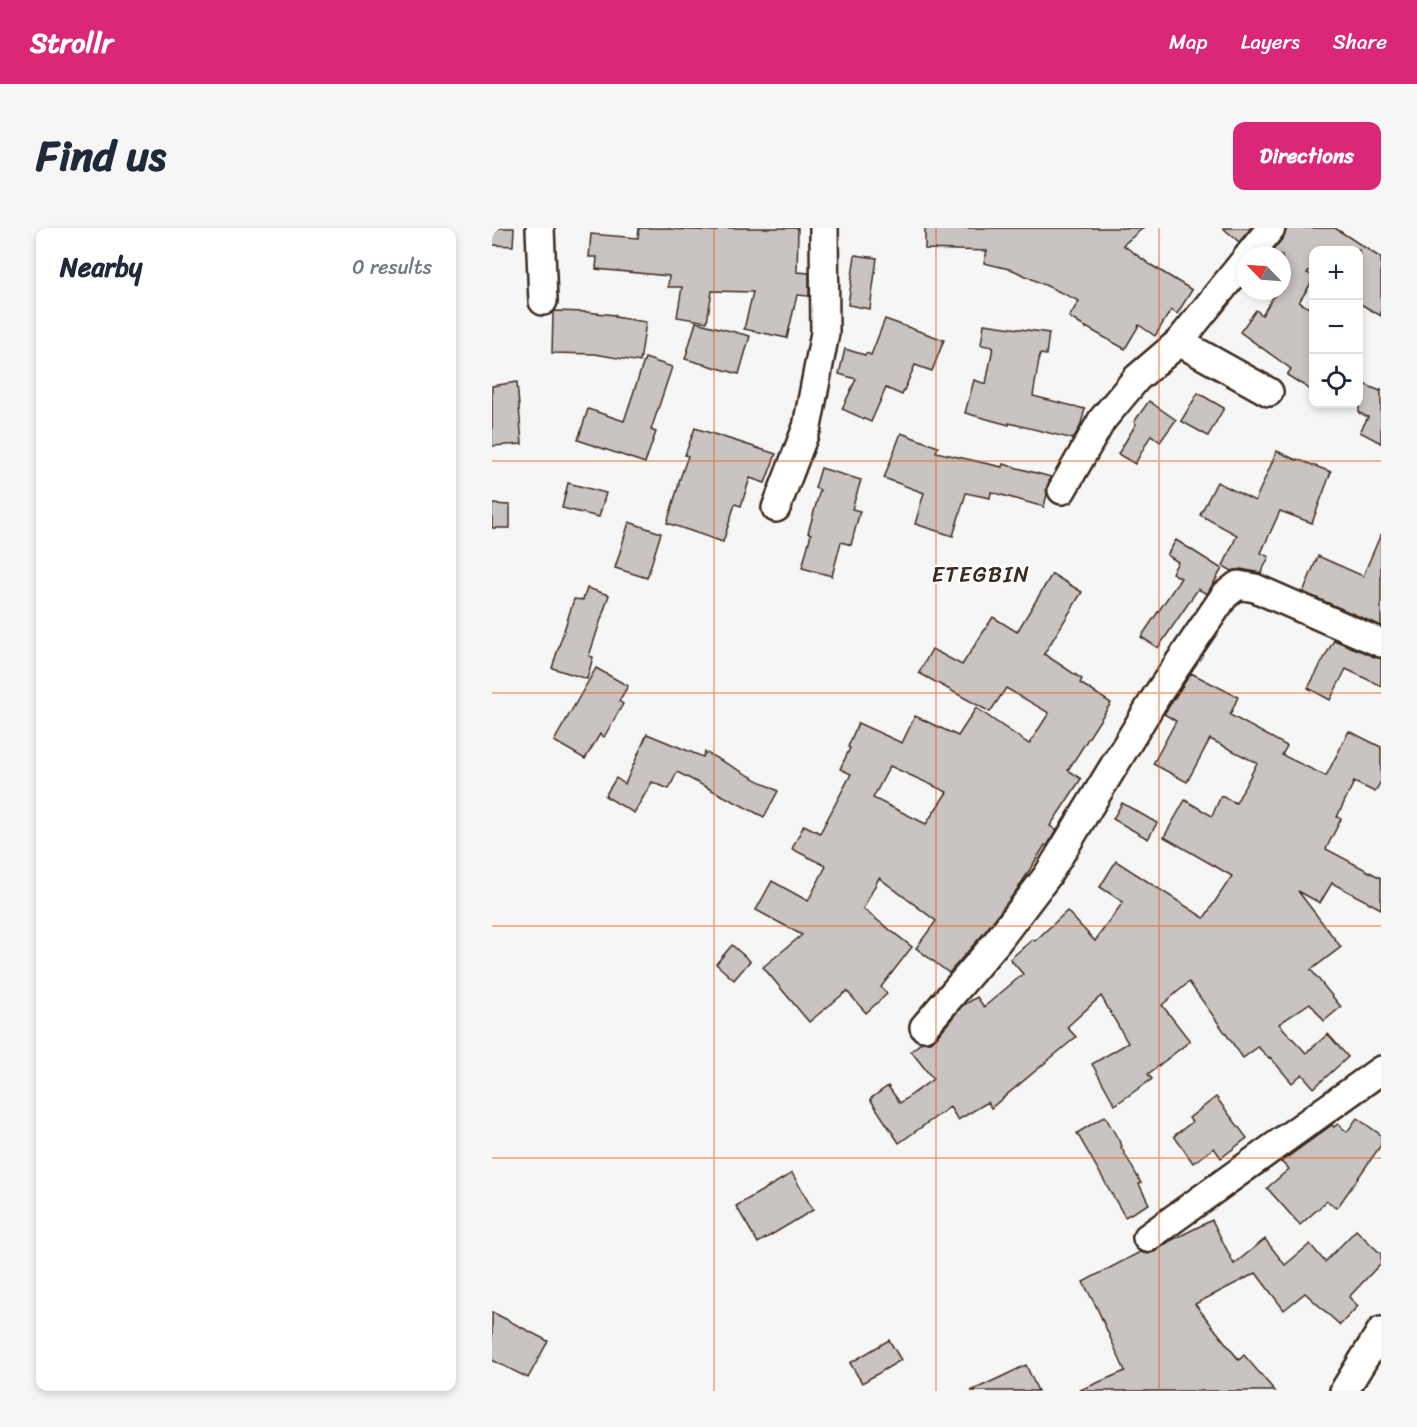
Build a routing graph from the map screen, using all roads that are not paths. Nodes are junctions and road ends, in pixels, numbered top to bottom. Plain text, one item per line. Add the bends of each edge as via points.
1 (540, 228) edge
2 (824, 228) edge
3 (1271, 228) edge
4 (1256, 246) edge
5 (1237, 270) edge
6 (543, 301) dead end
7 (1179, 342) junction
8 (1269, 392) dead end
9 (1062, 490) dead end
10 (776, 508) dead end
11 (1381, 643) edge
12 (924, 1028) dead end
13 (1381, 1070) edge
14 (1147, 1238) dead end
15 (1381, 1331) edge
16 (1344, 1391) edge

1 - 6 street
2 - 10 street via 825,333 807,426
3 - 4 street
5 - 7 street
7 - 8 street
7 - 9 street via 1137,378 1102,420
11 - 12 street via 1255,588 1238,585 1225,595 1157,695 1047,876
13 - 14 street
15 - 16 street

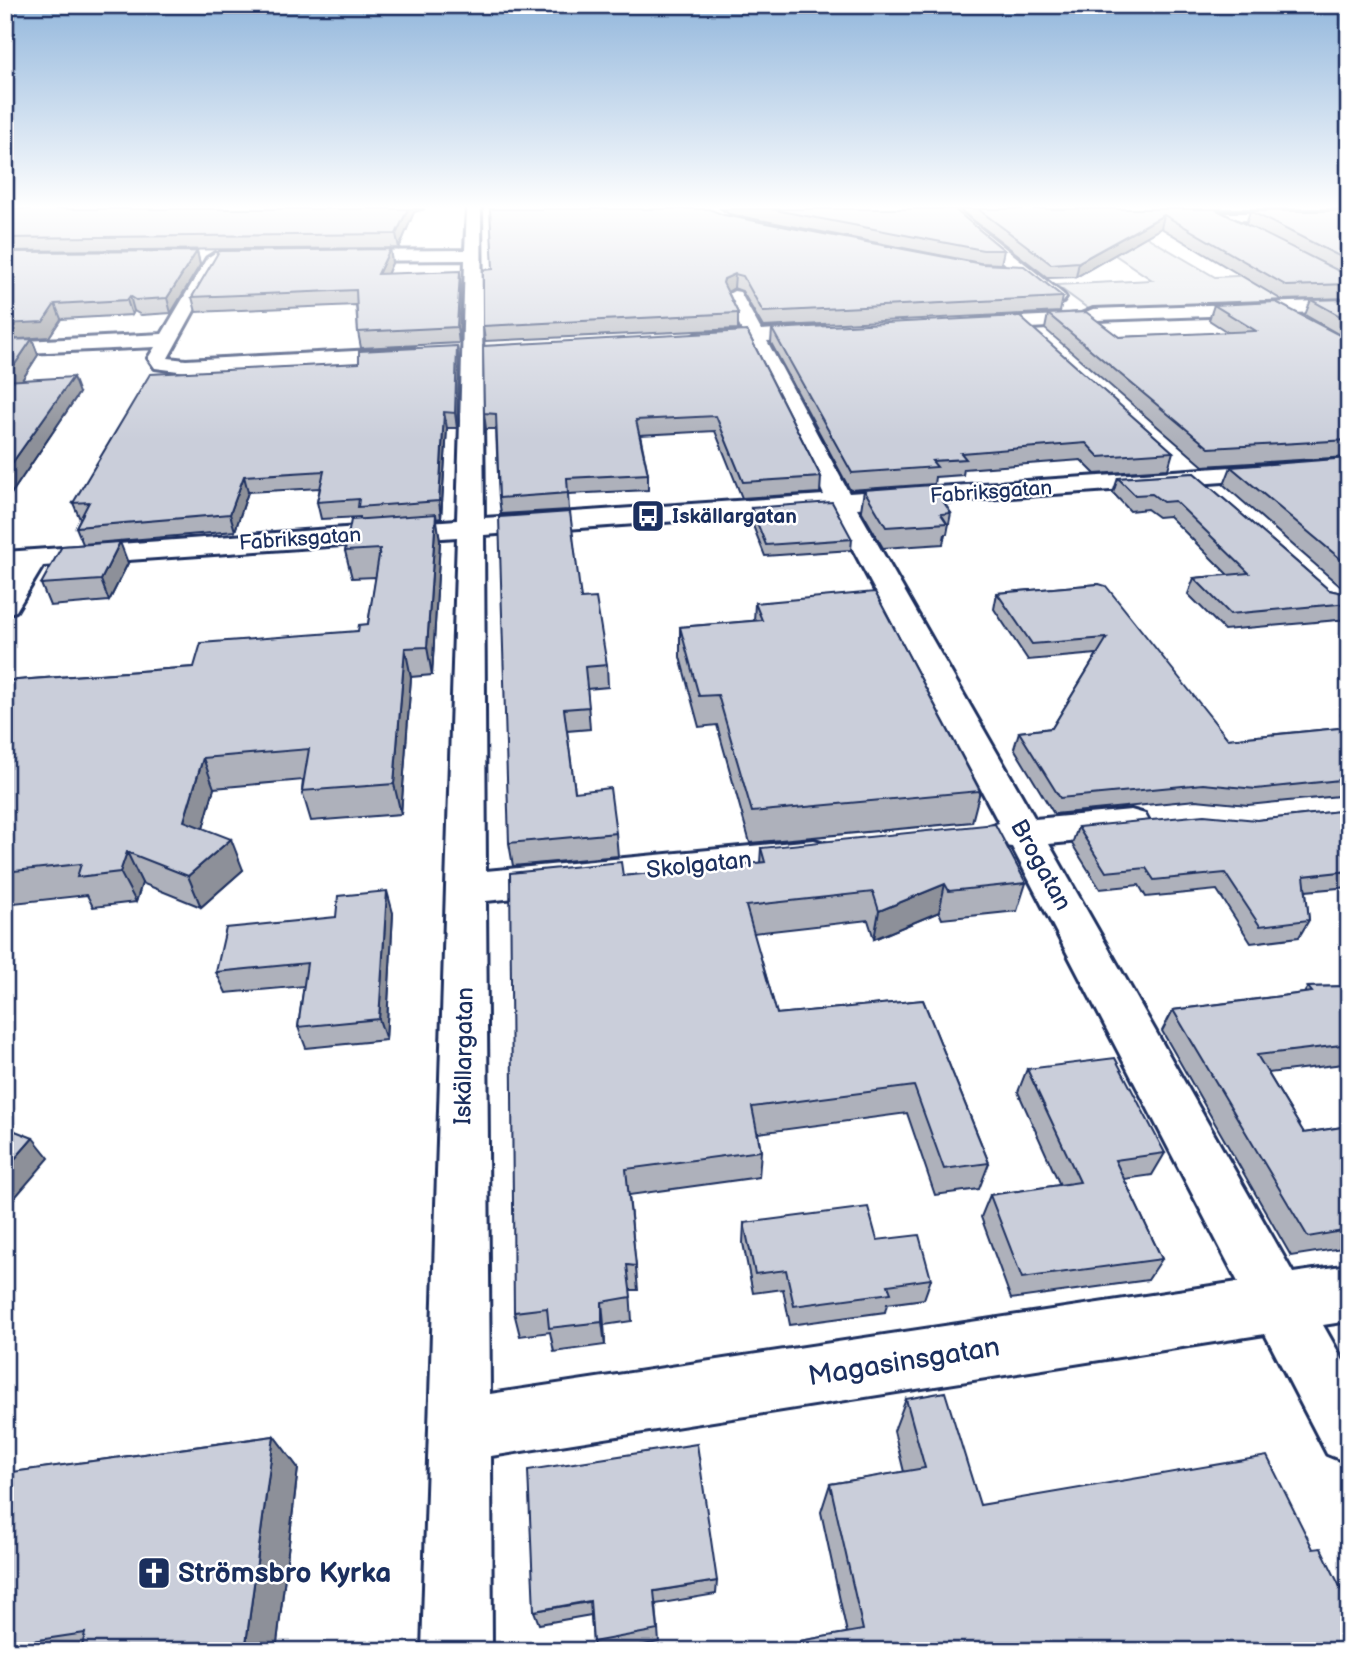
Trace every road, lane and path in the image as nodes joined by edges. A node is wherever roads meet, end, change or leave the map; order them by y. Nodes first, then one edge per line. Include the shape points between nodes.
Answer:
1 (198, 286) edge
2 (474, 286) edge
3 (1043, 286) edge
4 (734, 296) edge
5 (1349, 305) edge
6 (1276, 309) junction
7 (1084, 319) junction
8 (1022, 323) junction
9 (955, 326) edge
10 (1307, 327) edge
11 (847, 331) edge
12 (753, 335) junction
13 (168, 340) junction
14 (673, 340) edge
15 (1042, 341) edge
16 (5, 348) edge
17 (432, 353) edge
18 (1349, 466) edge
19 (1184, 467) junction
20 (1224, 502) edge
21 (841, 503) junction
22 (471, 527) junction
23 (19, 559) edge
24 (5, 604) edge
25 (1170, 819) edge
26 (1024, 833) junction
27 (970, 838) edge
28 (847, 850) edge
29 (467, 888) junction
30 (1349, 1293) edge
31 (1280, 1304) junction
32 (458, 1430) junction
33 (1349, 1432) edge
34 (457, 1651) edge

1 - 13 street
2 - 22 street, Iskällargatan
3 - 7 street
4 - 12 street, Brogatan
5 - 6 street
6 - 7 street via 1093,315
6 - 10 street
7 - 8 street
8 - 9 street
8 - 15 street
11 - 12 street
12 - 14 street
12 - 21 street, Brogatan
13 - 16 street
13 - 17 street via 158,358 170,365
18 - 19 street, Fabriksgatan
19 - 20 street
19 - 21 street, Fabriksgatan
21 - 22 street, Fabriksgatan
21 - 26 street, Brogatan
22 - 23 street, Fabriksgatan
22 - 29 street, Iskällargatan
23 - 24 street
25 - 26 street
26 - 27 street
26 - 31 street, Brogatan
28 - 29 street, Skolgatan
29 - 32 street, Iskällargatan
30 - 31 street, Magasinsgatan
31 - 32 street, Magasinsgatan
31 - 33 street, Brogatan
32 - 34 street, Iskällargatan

• • •

> _Try it_
Output exactly the span of lines from the top of the listing through the line holding "Trace every road, lane", and leave every picture out.

> _Output of the exercise_
Build a routing graph from the map screen, using all roads that are not paths. Nodes are junctions and road ends, in pixels, numbered top to bottom. Plain text, one item per line. Add the bends of each edge as via points.
1 (540, 228) edge
2 (824, 228) edge
3 (1271, 228) edge
4 (1256, 246) edge
5 (1237, 270) edge
6 (543, 301) dead end
7 (1179, 342) junction
8 (1269, 392) dead end
9 (1062, 490) dead end
10 (776, 508) dead end
11 (1381, 643) edge
12 (924, 1028) dead end
13 (1381, 1070) edge
14 (1147, 1238) dead end
15 (1381, 1331) edge
16 (1344, 1391) edge

1 - 6 street
2 - 10 street via 825,333 807,426
3 - 4 street
5 - 7 street
7 - 8 street
7 - 9 street via 1137,378 1102,420
11 - 12 street via 1255,588 1238,585 1225,595 1157,695 1047,876
13 - 14 street
15 - 16 street

Trace every road, lane and path in the image as nodes joined by edges. A node is wherever roads meet, end, change or leave the map; order them by y. Nodes first, then one edge per line. Include the shape points between nodes.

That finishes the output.